## [Activity]
Lines in the records below that contain the word "crossings" must each be copied.

Raw data: Begin

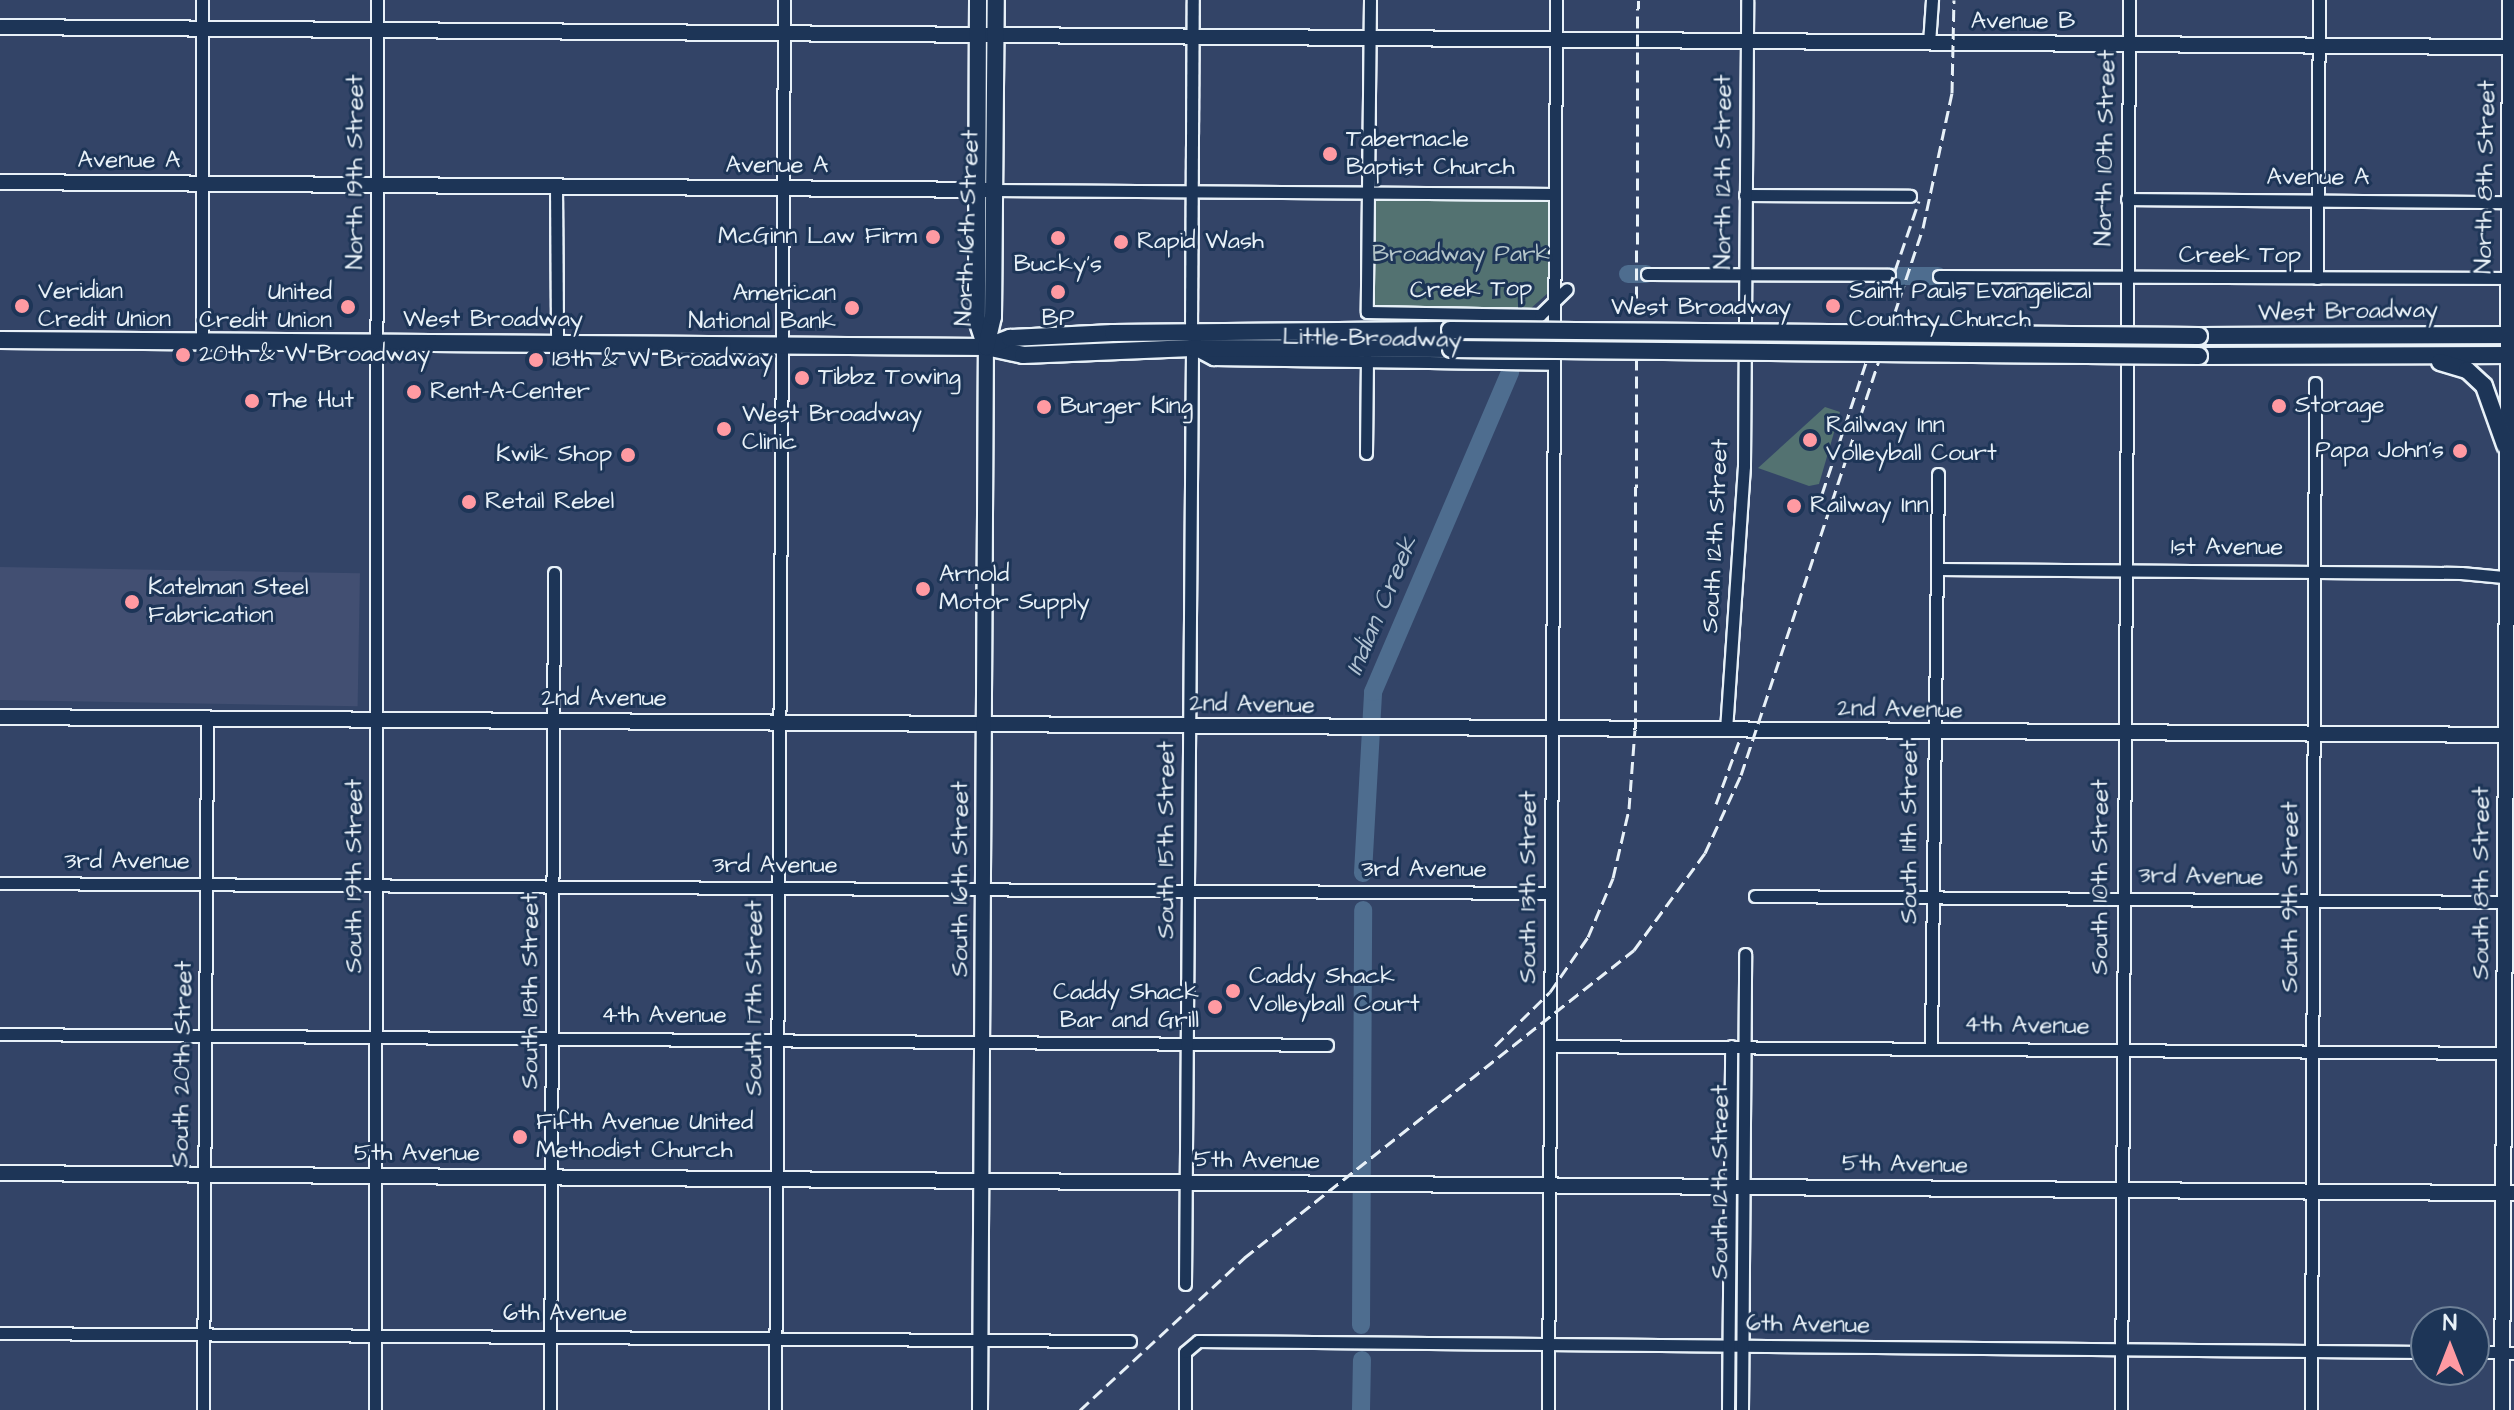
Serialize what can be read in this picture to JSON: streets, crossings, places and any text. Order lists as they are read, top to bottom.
{
  "streets": {
    "main road": ["North 16th Street", "West Broadway"],
    "street": [
      "Avenue B",
      "North 10th Street",
      "Avenue A",
      "North 19th Street",
      "North 12th Street",
      "North 8th Street",
      "Creek Top",
      "Little Broadway",
      "South 12th Street",
      "1st Avenue",
      "2nd Avenue",
      "South 11th Street",
      "South 15th Street",
      "3rd Avenue",
      "South 19th Street",
      "South 10th Street",
      "South 16th Street",
      "South 8th Street",
      "South 13th Street",
      "South 9th Street",
      "South 18th Street",
      "South 17th Street",
      "4th Avenue",
      "South 20th Street",
      "5th Avenue",
      "6th Avenue"
    ]
  },
  "crossings": [
    ["Avenue B", "North 10th Street"],
    ["Avenue B", "North 19th Street"],
    ["Avenue B", "North 12th Street"],
    ["Avenue B", "North 8th Street"],
    ["Avenue B", "North 16th Street"],
    ["Avenue B", "South 15th Street"],
    ["Avenue B", "South 13th Street"],
    ["Avenue B", "South 17th Street"],
    ["North 10th Street", "Avenue A"],
    ["North 10th Street", "Creek Top"],
    ["North 10th Street", "South 10th Street"],
    ["Avenue A", "North 19th Street"],
    ["Avenue A", "North 8th Street"],
    ["Avenue A", "North 16th Street"],
    ["Avenue A", "Creek Top"],
    ["Avenue A", "South 15th Street"],
    ["Avenue A", "South 13th Street"],
    ["Avenue A", "South 17th Street"],
    ["North 19th Street", "West Broadway"],
    ["North 19th Street", "South 19th Street"],
    ["North 12th Street", "South 12th Street"],
    ["North 8th Street", "Creek Top"],
    ["North 8th Street", "West Broadway"],
    ["North 8th Street", "South 8th Street"],
    ["North 16th Street", "West Broadway"],
    ["North 16th Street", "South 16th Street"],
    ["Creek Top", "South 13th Street"],
    ["West Broadway", "Little Broadway"],
    ["West Broadway", "South 15th Street"],
    ["West Broadway", "South 19th Street"],
    ["West Broadway", "South 16th Street"],
    ["West Broadway", "South 8th Street"],
    ["West Broadway", "South 17th Street"],
    ["Little Broadway", "South 15th Street"],
    ["Little Broadway", "South 13th Street"],
    ["South 12th Street", "2nd Avenue"],
    ["South 12th Street", "4th Avenue"],
    ["South 12th Street", "5th Avenue"],
    ["South 12th Street", "6th Avenue"],
    ["1st Avenue", "South 11th Street"],
    ["1st Avenue", "South 10th Street"],
    ["1st Avenue", "South 8th Street"],
    ["1st Avenue", "South 9th Street"],
    ["2nd Avenue", "South 11th Street"],
    ["2nd Avenue", "South 15th Street"],
    ["2nd Avenue", "South 19th Street"],
    ["2nd Avenue", "South 10th Street"],
    ["2nd Avenue", "South 16th Street"],
    ["2nd Avenue", "South 8th Street"],
    ["2nd Avenue", "South 13th Street"],
    ["2nd Avenue", "South 9th Street"],
    ["2nd Avenue", "South 18th Street"],
    ["2nd Avenue", "South 17th Street"],
    ["2nd Avenue", "South 20th Street"],
    ["South 11th Street", "3rd Avenue"],
    ["South 11th Street", "4th Avenue"],
    ["South 15th Street", "3rd Avenue"],
    ["South 15th Street", "4th Avenue"],
    ["South 15th Street", "5th Avenue"],
    ["3rd Avenue", "South 19th Street"],
    ["3rd Avenue", "South 10th Street"],
    ["3rd Avenue", "South 16th Street"],
    ["3rd Avenue", "South 8th Street"],
    ["3rd Avenue", "South 13th Street"],
    ["3rd Avenue", "South 9th Street"],
    ["3rd Avenue", "South 18th Street"],
    ["3rd Avenue", "South 17th Street"],
    ["3rd Avenue", "South 20th Street"],
    ["South 19th Street", "4th Avenue"],
    ["South 19th Street", "5th Avenue"],
    ["South 19th Street", "6th Avenue"],
    ["South 10th Street", "4th Avenue"],
    ["South 10th Street", "5th Avenue"],
    ["South 10th Street", "6th Avenue"],
    ["South 16th Street", "4th Avenue"],
    ["South 16th Street", "5th Avenue"],
    ["South 16th Street", "6th Avenue"],
    ["South 8th Street", "4th Avenue"],
    ["South 8th Street", "5th Avenue"],
    ["South 13th Street", "4th Avenue"],
    ["South 13th Street", "5th Avenue"],
    ["South 13th Street", "6th Avenue"],
    ["South 9th Street", "4th Avenue"],
    ["South 9th Street", "5th Avenue"],
    ["South 9th Street", "6th Avenue"],
    ["South 18th Street", "4th Avenue"],
    ["South 18th Street", "5th Avenue"],
    ["South 18th Street", "6th Avenue"],
    ["South 17th Street", "4th Avenue"],
    ["South 17th Street", "5th Avenue"],
    ["South 17th Street", "6th Avenue"],
    ["4th Avenue", "South 20th Street"],
    ["South 20th Street", "5th Avenue"],
    ["South 20th Street", "6th Avenue"]
  ],
  "water": ["Indian Creek"],
  "parks": ["Broadway Park"],
  "places": [
    "Tabernacle Baptist Church",
    "McGinn Law Firm",
    "Bucky's",
    "Rapid Wash",
    "BP",
    "Veridian Credit Union",
    "Saint Pauls Evangelical Country Church",
    "United Credit Union",
    "American National Bank",
    "20th & W Broadway",
    "18th & W Broadway",
    "Tibbz Towing",
    "Rent-A-Center",
    "The Hut",
    "Storage",
    "Burger King",
    "West Broadway Clinic",
    "Railway Inn Volleyball Court",
    "Papa John's",
    "Kwik Shop",
    "Retail Rebel",
    "Railway Inn",
    "Arnold Motor Supply",
    "Katelman Steel Fabrication",
    "Caddy Shack Volleyball Court",
    "Caddy Shack Bar and Grill",
    "Fifth Avenue United Methodist Church"
  ],
  "north": "top"
}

Raw data: End

## [Answer space]
Serialize what can be read in this picture to JSON: streets, crossings, places and any text. Order lists as they are read, top to bottom.
  "crossings": [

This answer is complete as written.